Before copying, set the pictures aside; then repeat every line below verbatim.

(Dataset entries)
================================

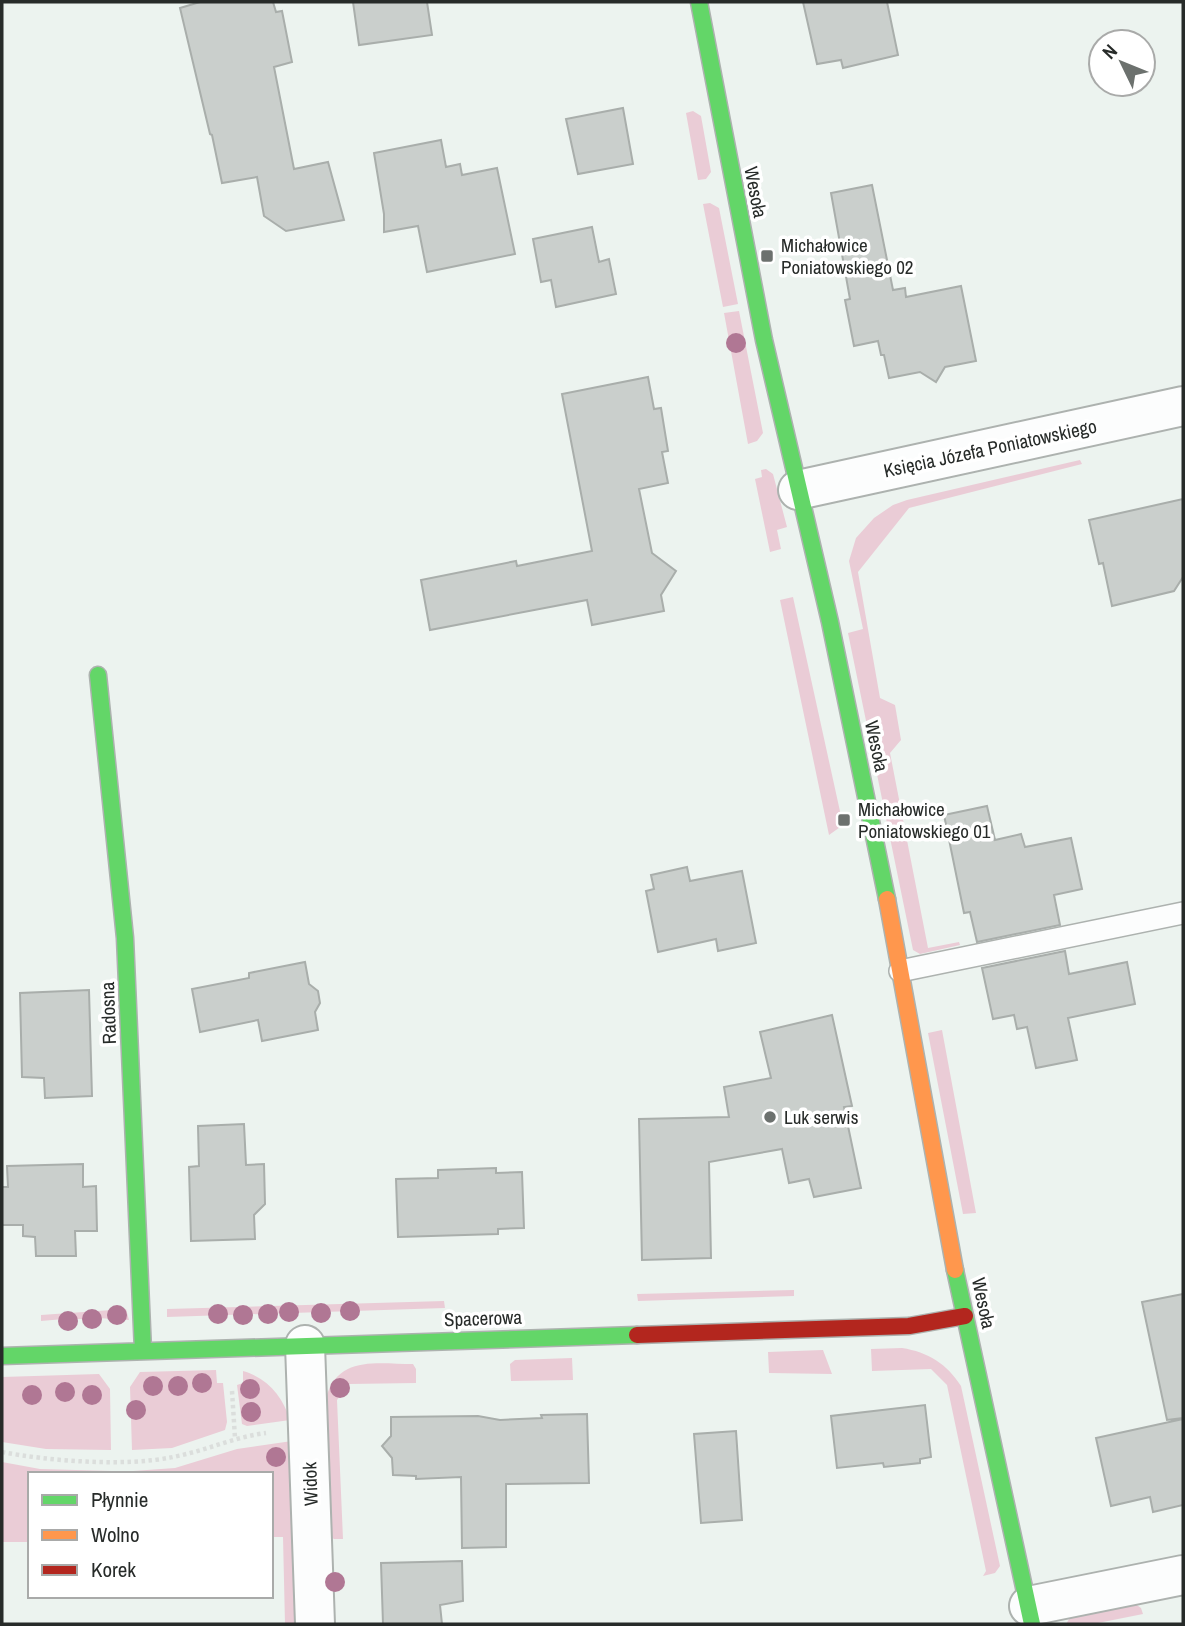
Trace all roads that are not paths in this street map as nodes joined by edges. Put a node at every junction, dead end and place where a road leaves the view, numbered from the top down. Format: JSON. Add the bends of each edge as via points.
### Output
{"nodes":[{"id":1,"x":699,"y":2,"type":"edge"},
{"id":2,"x":1183,"y":405,"type":"edge"},
{"id":3,"x":798,"y":490,"type":"junction"},
{"id":4,"x":98,"y":675,"type":"dead end"},
{"id":5,"x":1183,"y":913,"type":"edge"},
{"id":6,"x":900,"y":971,"type":"junction"},
{"id":7,"x":965,"y":1316,"type":"junction"},
{"id":8,"x":305,"y":1345,"type":"junction"},
{"id":9,"x":143,"y":1351,"type":"junction"},
{"id":10,"x":2,"y":1356,"type":"edge"},
{"id":11,"x":1183,"y":1575,"type":"edge"},
{"id":12,"x":1030,"y":1615,"type":"edge"},
{"id":13,"x":315,"y":1624,"type":"edge"}],
"edges":[{"from":1,"to":3,"type":"street","name":"Wesoła"},
{"from":2,"to":3,"type":"street","name":"Księcia Józefa Poniatowskiego"},
{"from":3,"to":6,"type":"street","name":"Wesoła","via":[[831,622]]},
{"from":4,"to":9,"type":"street","name":"Radosna","via":[[125,938]]},
{"from":5,"to":6,"type":"lane"},
{"from":6,"to":7,"type":"street","name":"Wesoła"},
{"from":7,"to":8,"type":"street","name":"Spacerowa","via":[[909,1326]]},
{"from":7,"to":12,"type":"street","name":"Wesoła"},
{"from":8,"to":9,"type":"street","name":"Spacerowa"},
{"from":8,"to":13,"type":"street","name":"Widok"},
{"from":9,"to":10,"type":"street","name":"Spacerowa"},
{"from":11,"to":12,"type":"street"}]}
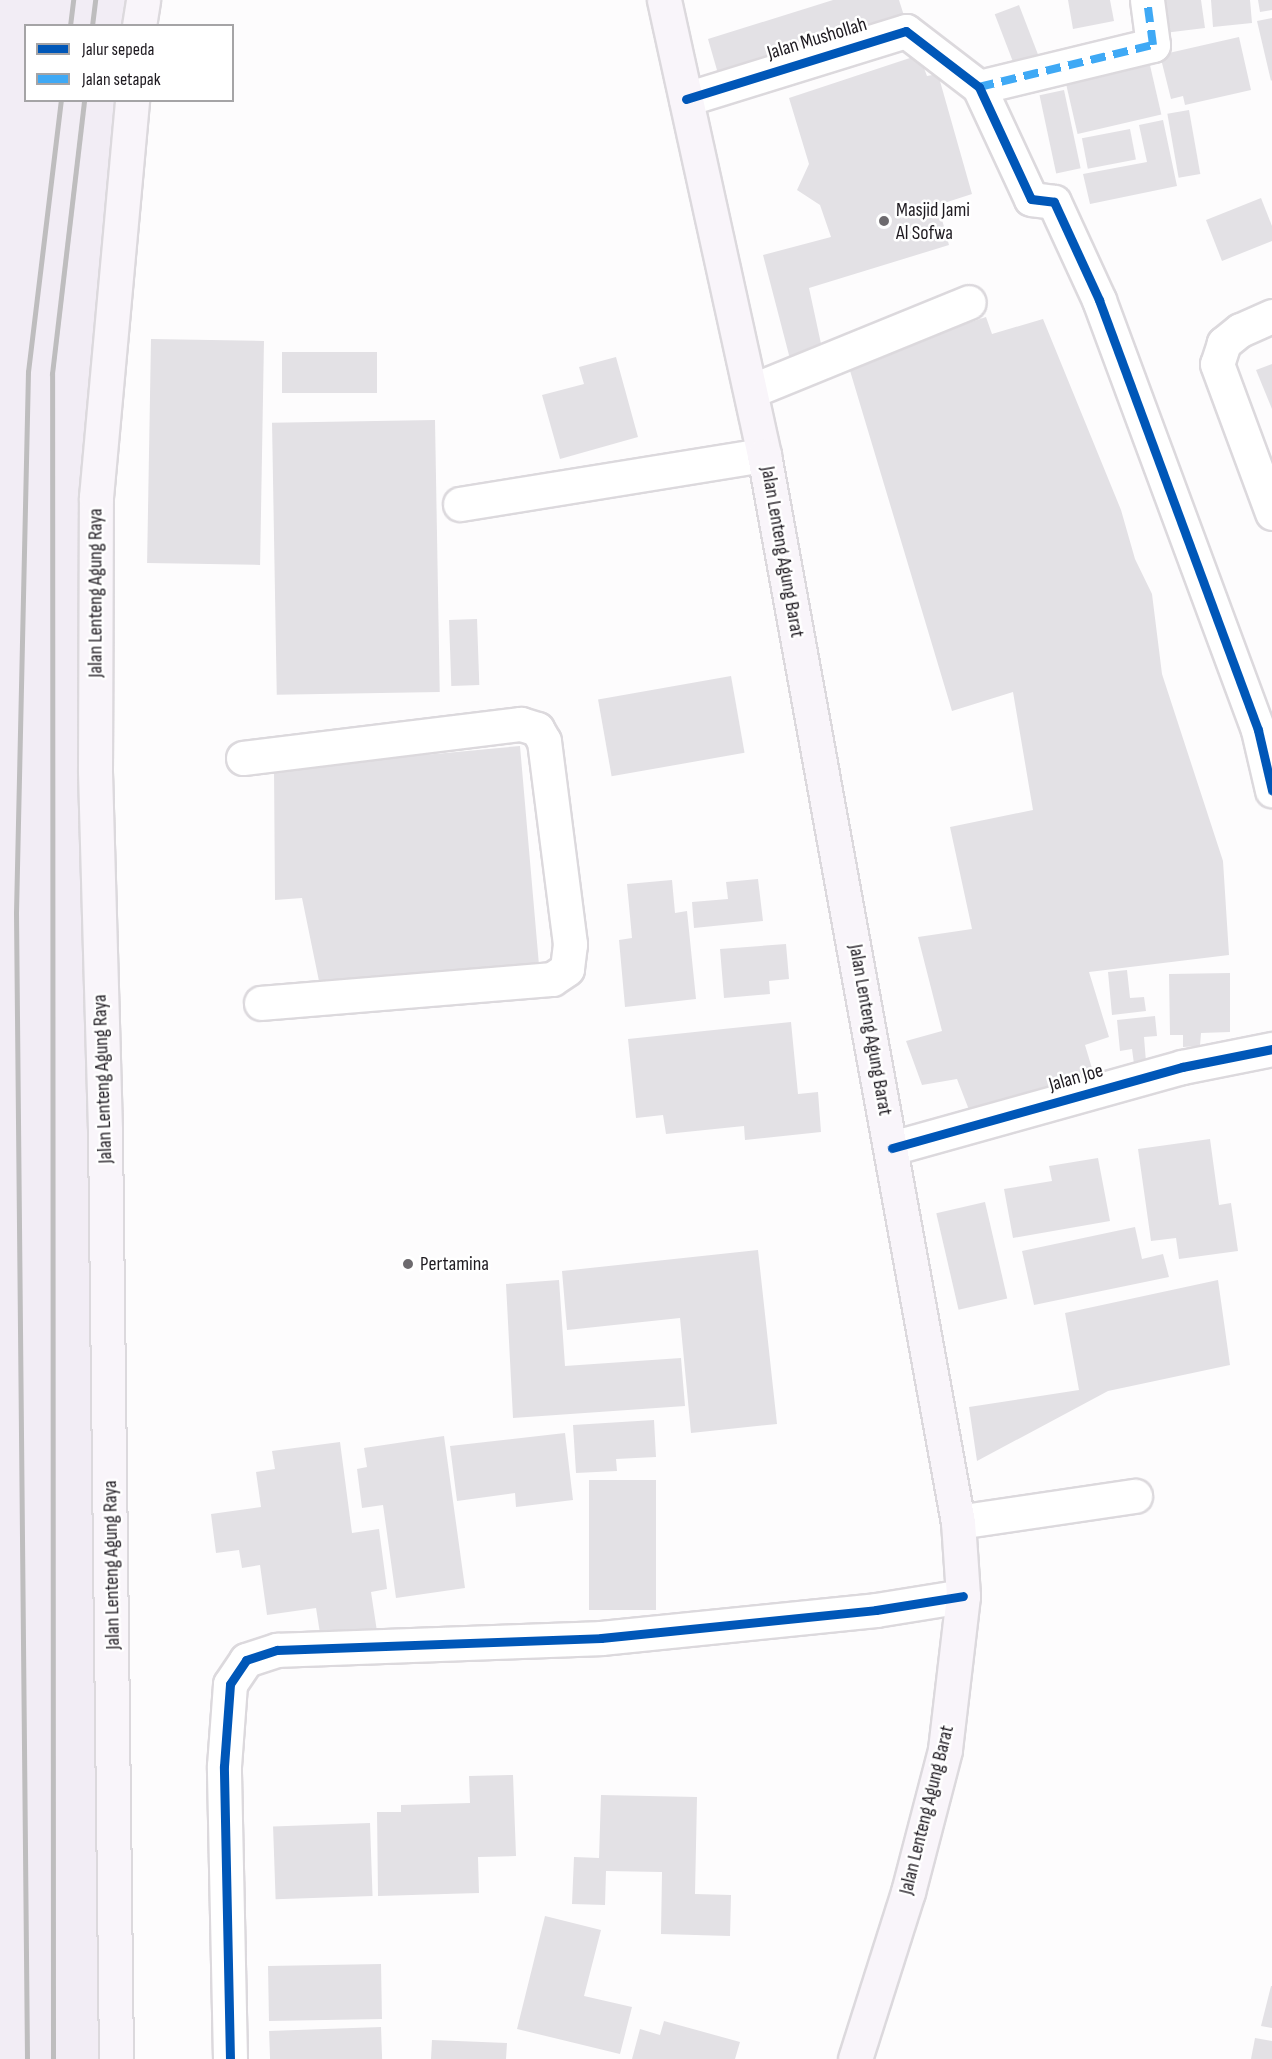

================================

# [OUTPUT]
Trace all roads that are not paths in this street map as nodes joined by edges. Put a node at every junction, dead end and place where a road leaves the view, numbered from the top down. Format: JSON. Add the bends of each edge as via points.
### Output
{"nodes":[{"id":1,"x":699,"y":2,"type":"edge"},
{"id":2,"x":1183,"y":405,"type":"edge"},
{"id":3,"x":798,"y":490,"type":"junction"},
{"id":4,"x":98,"y":675,"type":"dead end"},
{"id":5,"x":1183,"y":913,"type":"edge"},
{"id":6,"x":900,"y":971,"type":"junction"},
{"id":7,"x":965,"y":1316,"type":"junction"},
{"id":8,"x":305,"y":1345,"type":"junction"},
{"id":9,"x":143,"y":1351,"type":"junction"},
{"id":10,"x":2,"y":1356,"type":"edge"},
{"id":11,"x":1183,"y":1575,"type":"edge"},
{"id":12,"x":1030,"y":1615,"type":"edge"},
{"id":13,"x":315,"y":1624,"type":"edge"}],
"edges":[{"from":1,"to":3,"type":"street","name":"Wesoła"},
{"from":2,"to":3,"type":"street","name":"Księcia Józefa Poniatowskiego"},
{"from":3,"to":6,"type":"street","name":"Wesoła","via":[[831,622]]},
{"from":4,"to":9,"type":"street","name":"Radosna","via":[[125,938]]},
{"from":5,"to":6,"type":"lane"},
{"from":6,"to":7,"type":"street","name":"Wesoła"},
{"from":7,"to":8,"type":"street","name":"Spacerowa","via":[[909,1326]]},
{"from":7,"to":12,"type":"street","name":"Wesoła"},
{"from":8,"to":9,"type":"street","name":"Spacerowa"},
{"from":8,"to":13,"type":"street","name":"Widok"},
{"from":9,"to":10,"type":"street","name":"Spacerowa"},
{"from":11,"to":12,"type":"street"}]}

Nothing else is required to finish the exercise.